After watching massive houses being built one after another and seeing variance after variance approved, Linda Morgan decided she’d seen enough of it.

Standing in front of the new house under construction is Linda Morgan.

Standing in front of the new house under construction is Linda Morgan.

Morgan then spent the next several months working to fight the approval of the variance. This included attending hearings, hiring an urban planner, rigorously examining city bylaws and gathering support from her fellow neighbours.

On Jan. 12, at a hearing at Oakville’s Town Hall, Morgan fought the application for the variance and won. Along with Morgan, four neighbours testified, as well as the urban planner she had hired, a town solicitor and the town’s expert witnesses. Along with the witnesses Morgan had organized a petition and gathered the signatures of 45 neighbours supporting her cause.

One of the neighbours, Frank Seviour, owns the property next door to the new house.

“I’ve lived at this house for 20 years. I had looked around for a while, but I loved the old English cottage look, and the beautiful trees,” said Seviour in his testimony. “The neighbourhood has been taken over by monster homes. They’re massive and they impact everyone.”

In fact the house in question, has affected Seviour and his wife quite a bit.

Linda Morgan is standing in front of neighbour Frank Seviour's home. The new dwelling is towering above his home.

Linda Morgan is standing in front of neighbour Frank Seviour’s home. The new dwelling is towering above his home.

“Prior to the construction, the sun would come down and filter through the trees, it was just gorgeous. But that’s all gone now,” said Seviour. “There’s one sheer mass beside us, and no sunlight. Our backyard has been trashed, we’ve lost privacy I mean it’s just been a nightmare, an absolute nightmare.”

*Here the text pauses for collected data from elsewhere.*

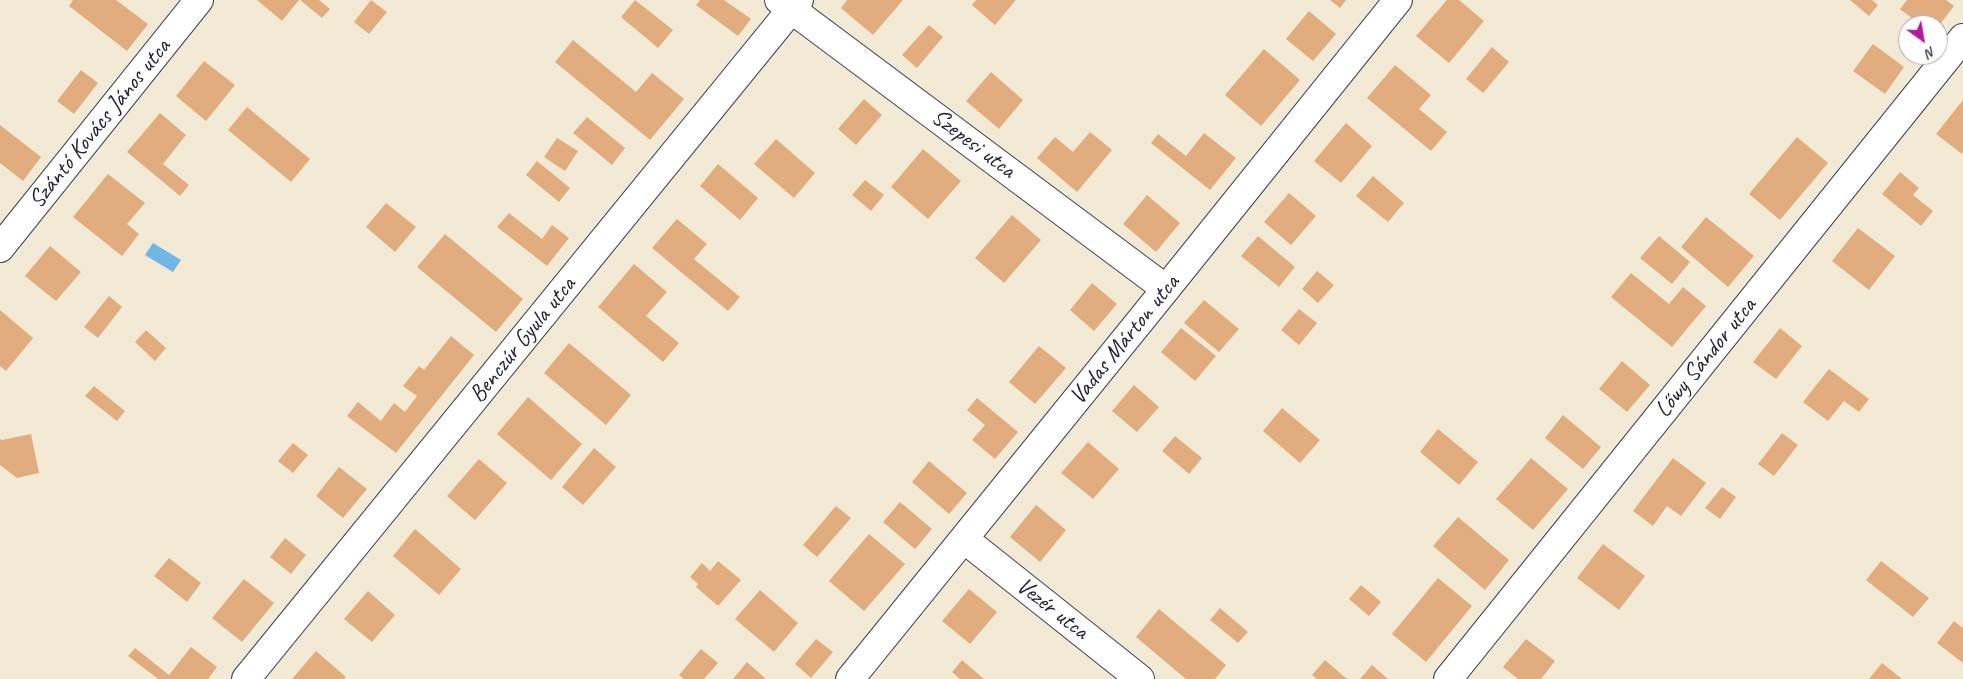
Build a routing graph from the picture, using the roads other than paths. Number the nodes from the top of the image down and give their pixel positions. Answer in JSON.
{"nodes":[{"id":1,"x":199,"y":0,"type":"edge"},
{"id":2,"x":1398,"y":0,"type":"edge"},
{"id":3,"x":790,"y":3,"type":"edge"},
{"id":4,"x":1963,"y":38,"type":"edge"},
{"id":5,"x":0,"y":248,"type":"edge"},
{"id":6,"x":1166,"y":289,"type":"junction"},
{"id":7,"x":964,"y":539,"type":"junction"},
{"id":8,"x":246,"y":679,"type":"edge"},
{"id":9,"x":850,"y":679,"type":"edge"},
{"id":10,"x":1140,"y":679,"type":"edge"},
{"id":11,"x":1448,"y":679,"type":"edge"}],
"edges":[{"from":1,"to":5,"type":"street","name":"Szántó Kovács János utca"},
{"from":2,"to":6,"type":"street","name":"Vadas Márton utca"},
{"from":3,"to":6,"type":"street","name":"Szepesi utca"},
{"from":3,"to":8,"type":"street","name":"Benczúr Gyula utca"},
{"from":4,"to":11,"type":"street","name":"Lőwy Sándor utca"},
{"from":6,"to":7,"type":"street","name":"Vadas Márton utca"},
{"from":7,"to":9,"type":"street","name":"Vadas Márton utca"},
{"from":7,"to":10,"type":"street","name":"Vezér utca"}]}
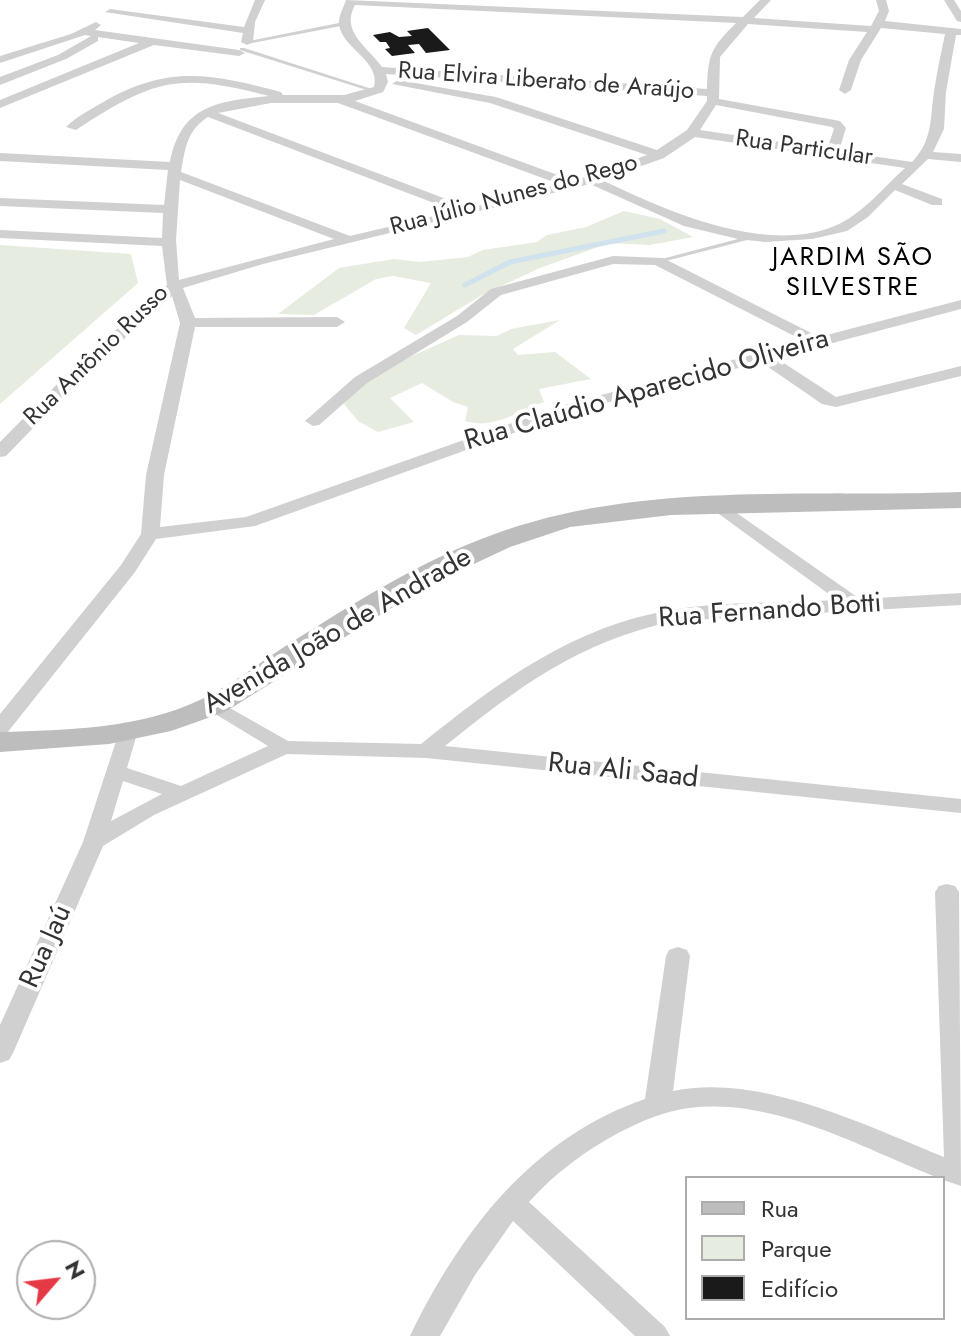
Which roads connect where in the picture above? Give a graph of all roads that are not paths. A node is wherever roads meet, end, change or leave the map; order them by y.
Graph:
1 (260, 0) edge
2 (766, 0) edge
3 (881, 0) edge
4 (949, 0) edge
5 (352, 1) edge
6 (111, 3) edge
7 (961, 19) edge
8 (747, 20) junction
9 (344, 24) junction
10 (875, 26) junction
11 (958, 30) edge
12 (84, 32) junction
13 (101, 35) junction
14 (153, 41) junction
15 (245, 44) junction
16 (0, 60) edge
17 (228, 62) dead end
18 (216, 69) dead end
19 (204, 77) junction
20 (0, 81) edge
21 (379, 81) junction
22 (845, 90) dead end
23 (713, 97) junction
24 (292, 99) junction
25 (341, 100) junction
26 (0, 104) edge
27 (208, 113) junction
28 (72, 127) dead end
29 (692, 133) junction
30 (832, 152) junction
31 (659, 155) junction
32 (0, 157) edge
33 (961, 158) edge
34 (920, 161) junction
35 (175, 170) junction
36 (591, 180) junction
37 (571, 184) junction
38 (893, 185) junction
39 (0, 202) edge
40 (937, 202) dead end
41 (170, 209) junction
42 (469, 212) junction
43 (0, 234) edge
44 (753, 237) junction
45 (349, 240) junction
46 (167, 242) junction
47 (658, 261) junction
48 (174, 286) junction
49 (961, 304) edge
50 (337, 322) dead end
51 (188, 323) junction
52 (817, 342) junction
53 (762, 355) junction
54 (961, 371) edge
55 (313, 421) dead end
56 (0, 452) edge
57 (961, 500) edge
58 (718, 505) junction
59 (150, 534) junction
60 (961, 599) edge
61 (855, 604) junction
62 (214, 705) junction
63 (0, 728) edge
64 (127, 734) junction
65 (0, 742) edge
66 (284, 747) junction
67 (426, 751) junction
68 (117, 772) junction
69 (181, 793) junction
70 (961, 806) edge
71 (94, 842) junction
72 (947, 892) dead end
73 (678, 956) dead end
74 (0, 1053) edge
75 (658, 1102) junction
76 (960, 1174) edge
77 (511, 1202) junction
78 (425, 1336) edge
79 (655, 1336) edge

1 - 15 street
2 - 8 street, Rua Júlio Nunes do Rego
3 - 10 street
4 - 7 street
5 - 8 street
5 - 9 street
6 - 12 street
6 - 15 street
7 - 11 street
8 - 10 street
8 - 23 street, Rua Júlio Nunes do Rego
9 - 15 lane
9 - 21 street
10 - 11 street
10 - 22 street
11 - 34 street
12 - 13 street
12 - 16 street
13 - 14 street
13 - 20 street
14 - 15 street
14 - 26 street
15 - 17 street
15 - 21 lane
18 - 19 street
19 - 24 street
19 - 28 street
21 - 23 street, Rua Elvira Liberato de Araújo
21 - 25 street
21 - 31 street
23 - 29 street, Rua Júlio Nunes do Rego
23 - 30 street, Rua Elvira Liberato de Araújo
24 - 25 street
24 - 27 street
25 - 37 street
27 - 35 street, Rua Antônio Russo
27 - 42 street
29 - 30 street, Rua Particular
29 - 31 street, Rua Júlio Nunes do Rego
30 - 34 street, Rua Particular
31 - 36 street, Rua Júlio Nunes do Rego
32 - 35 street
33 - 34 street, Rua Particular
34 - 38 street
35 - 41 street, Rua Antônio Russo
35 - 45 street
36 - 37 street, Rua Júlio Nunes do Rego
36 - 44 street
37 - 42 street, Rua Júlio Nunes do Rego
38 - 40 street
38 - 44 street
39 - 41 street
41 - 46 street, Rua Antônio Russo
42 - 45 street, Rua Júlio Nunes do Rego
43 - 46 street
44 - 47 lane
45 - 48 street, Rua Júlio Nunes do Rego
46 - 48 street, Rua Antônio Russo
47 - 52 street
47 - 55 street
48 - 51 street
48 - 56 street, Rua Antônio Russo
49 - 52 street, Rua Claúdio Aparecido Oliveira
50 - 51 street
51 - 59 street
52 - 53 street, Rua Claúdio Aparecido Oliveira
53 - 54 street
53 - 59 street, Rua Claúdio Aparecido Oliveira
57 - 58 main road, Avenida João de Andrade
58 - 61 street
58 - 62 main road, Avenida João de Andrade
59 - 63 street
60 - 61 street, Rua Fernando Botti
61 - 67 street, Rua Fernando Botti
62 - 64 main road, Avenida João de Andrade
62 - 66 street
64 - 65 main road, Avenida João de Andrade
64 - 68 street, Rua Jaú
66 - 67 street, Rua Ali Saad
66 - 69 street
67 - 70 street, Rua Ali Saad
68 - 69 street
68 - 71 street, Rua Jaú
69 - 71 street
71 - 74 street, Rua Jaú
72 - 76 street
73 - 75 street
75 - 76 street
75 - 77 street
77 - 78 street
77 - 79 street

This isn’t an isolated incident. Many of the builders coming in aren’t taking the neighbours and the character of the neighbourhood into consideration. For the builders these properties are simply investments.

Another neighbour Mike Sanci explored the deeper issues of massing in his testimony.

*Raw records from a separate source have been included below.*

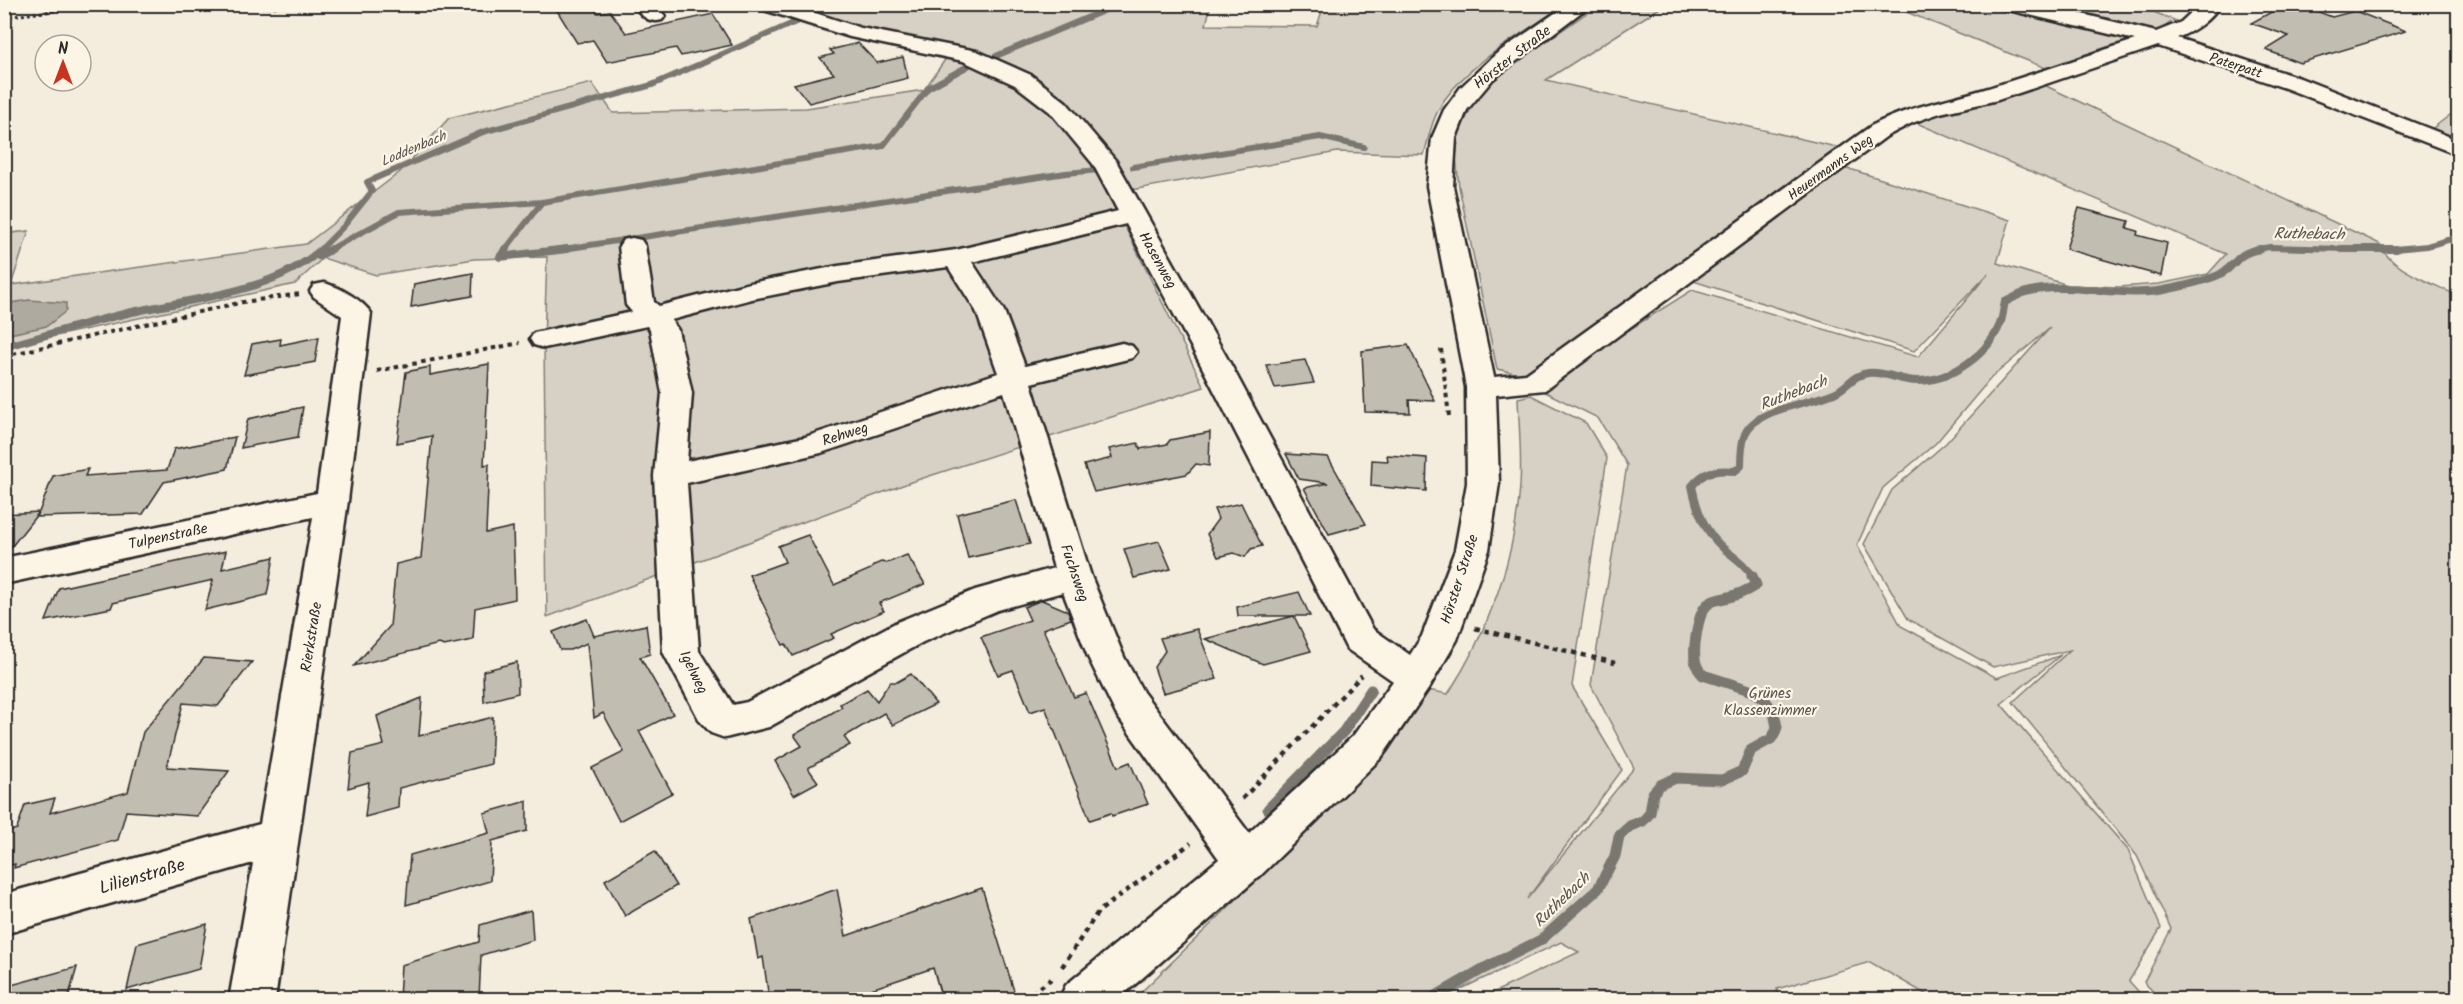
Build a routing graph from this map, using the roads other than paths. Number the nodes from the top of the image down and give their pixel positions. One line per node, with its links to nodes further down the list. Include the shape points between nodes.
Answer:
1 (765, 4): 7 (street, Hasenweg, via 857,33 969,56 1023,80 1058,106 1089,142 1104,161)
2 (1582, 4): 15 (street, Hörster Straße, via 1473,84 1446,131 1440,186)
3 (2007, 4): 5 (street, Paterpatt, via 2108,24)
4 (2211, 4): 5 (street, Heuermanns Weg, via 2188,26)
5 (2158, 39): 6 (street, Paterpatt, via 2278,79); 15 (street, Heuermanns Weg, via 1990,95 1904,118 1837,160 1534,383)
6 (2458, 148)
7 (1133, 215): 9 (street); 20 (street, Hasenweg, via 1360,639)
8 (632, 246): 11 (street, Igelweg, via 640,305)
9 (956, 258): 11 (street, via 838,273); 14 (street, Fuchsweg, via 990,311)
10 (324, 291): 17 (street, Rierkstraße, via 357,313)
11 (654, 316): 12 (street); 16 (street, Igelweg, via 664,330 677,393)
12 (544, 339)
13 (1122, 352): 14 (street, Rehweg)
14 (1015, 378): 16 (street, Rehweg, via 810,446); 19 (street, Fuchsweg)
15 (1481, 387): 20 (street, Hörster Straße, via 1483,483 1472,550 1439,640)
16 (670, 476): 19 (street, Igelweg, via 681,652 724,722 754,716 910,632 988,599)
17 (332, 501): 18 (street, Tulpenstraße); 21 (street, Rierkstraße)
18 (4, 571)
19 (1074, 576): 22 (street, Fuchsweg, via 1129,703)
20 (1401, 669): 22 (street, Hörster Straße, via 1367,747)
21 (279, 837): 23 (street, Lilienstraße); 24 (street, Rierkstraße)
22 (1246, 862): 25 (street, Hörster Straße)
23 (4, 914)
24 (252, 999)
25 (1082, 999)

“I moved here because I really liked the ambiance, it’s cottage-like, the canopy, and the warm and inviting community. Now these houses are being bought by developers, the trees are being torn down and the canopy is gone,” said Sanci. “Developers come in here and they don’t live here, they just want to maximize their investments.”

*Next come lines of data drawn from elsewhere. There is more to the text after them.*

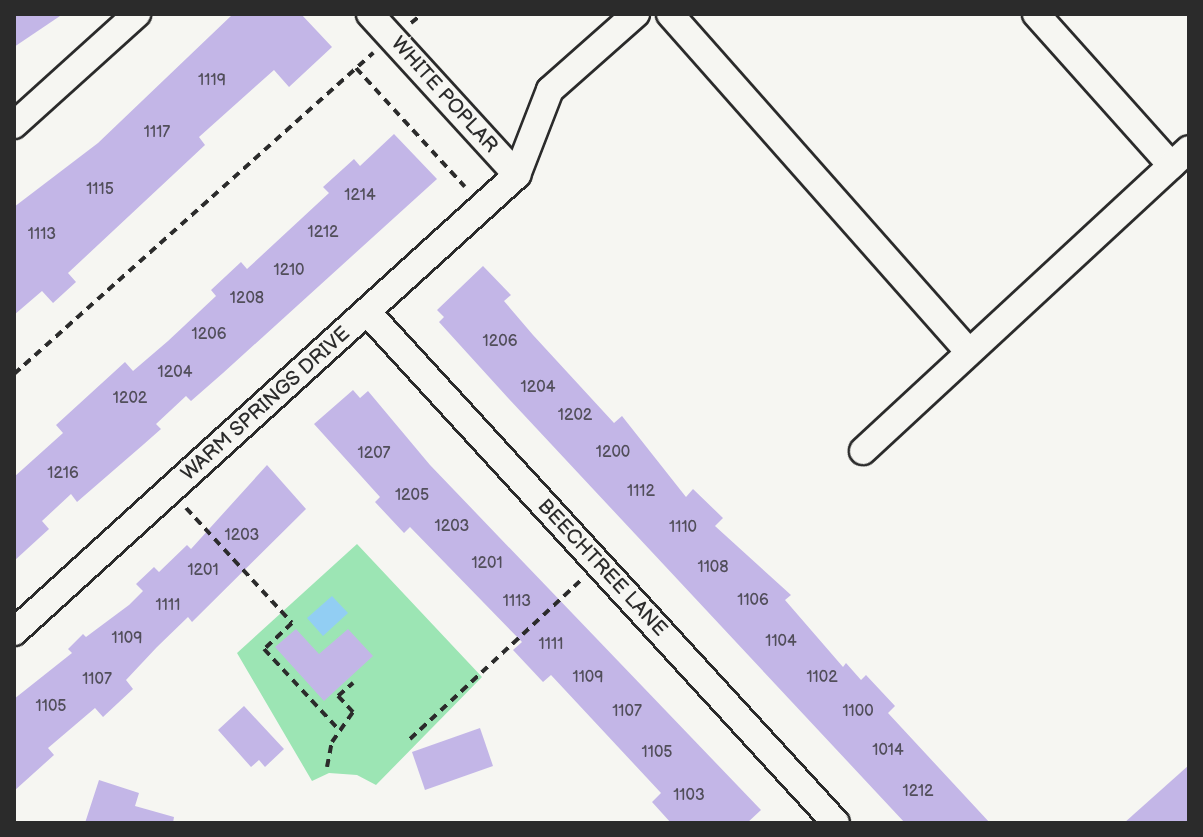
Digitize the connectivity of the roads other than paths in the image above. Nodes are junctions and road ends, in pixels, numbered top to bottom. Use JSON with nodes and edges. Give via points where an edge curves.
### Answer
{"nodes":[{"id":1,"x":137,"y":14,"type":"edge"},
{"id":2,"x":370,"y":14,"type":"edge"},
{"id":3,"x":636,"y":14,"type":"edge"},
{"id":4,"x":670,"y":14,"type":"edge"},
{"id":5,"x":1036,"y":14,"type":"edge"},
{"id":6,"x":14,"y":125,"type":"edge"},
{"id":7,"x":1180,"y":157,"type":"edge"},
{"id":8,"x":517,"y":175,"type":"junction"},
{"id":9,"x":368,"y":313,"type":"junction"},
{"id":10,"x":968,"y":351,"type":"junction"},
{"id":11,"x":863,"y":451,"type":"dead end"},
{"id":12,"x":14,"y":632,"type":"edge"},
{"id":13,"x":836,"y":823,"type":"edge"}],
"edges":[{"from":1,"to":6,"type":"street"},
{"from":2,"to":8,"type":"street","name":"WHITE POPLAR"},
{"from":3,"to":8,"type":"street","via":[[550,90]]},
{"from":4,"to":10,"type":"street"},
{"from":5,"to":7,"type":"street"},
{"from":7,"to":10,"type":"street"},
{"from":8,"to":9,"type":"street","name":"WARM SPRINGS DRIVE"},
{"from":9,"to":12,"type":"street","name":"WARM SPRINGS DRIVE"},
{"from":9,"to":13,"type":"street","name":"BEECHTREE LANE"},
{"from":10,"to":11,"type":"street"}]}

While change is inevitable, the transitioning in these neighbourhoods leaves many of these homes simply unaffordable to the middle and lower class. Many of the people in the neighbourhood bought their homes many years ago, and while selling would make them quite the profit, living in the same community would be unaffordable.

“The people that are moving in are of a certain class, and there’s that loss of warmth amongst the community. No one I know can walk in and spend $800,000 to $900,000 on a house,” said Sanci.

At this point in the hearing Morgan turned to Sanci and asked, “If you’re so unhappy here why don’t you just move?”

Without hesitation Sanci made a gesture to the back of the boardroom towards his neighbours. “Because of them,” Sanci said. “I don’t want to move, my friends and family are here. Where would I go?”

Along with Seviour and Sanci, two other neighbours, hired urban planner Alan Ramsay, testified. Following them, assistant town solicitor Dennis Perlin called two more witnesses, another urban planner Kate Mihaljevic and bylaw officer Darren Berry.

Mihaljevic advised that chairman Richard Jones, not give approval to the variance, as the design was not sensitive to the character of the neighbourhood.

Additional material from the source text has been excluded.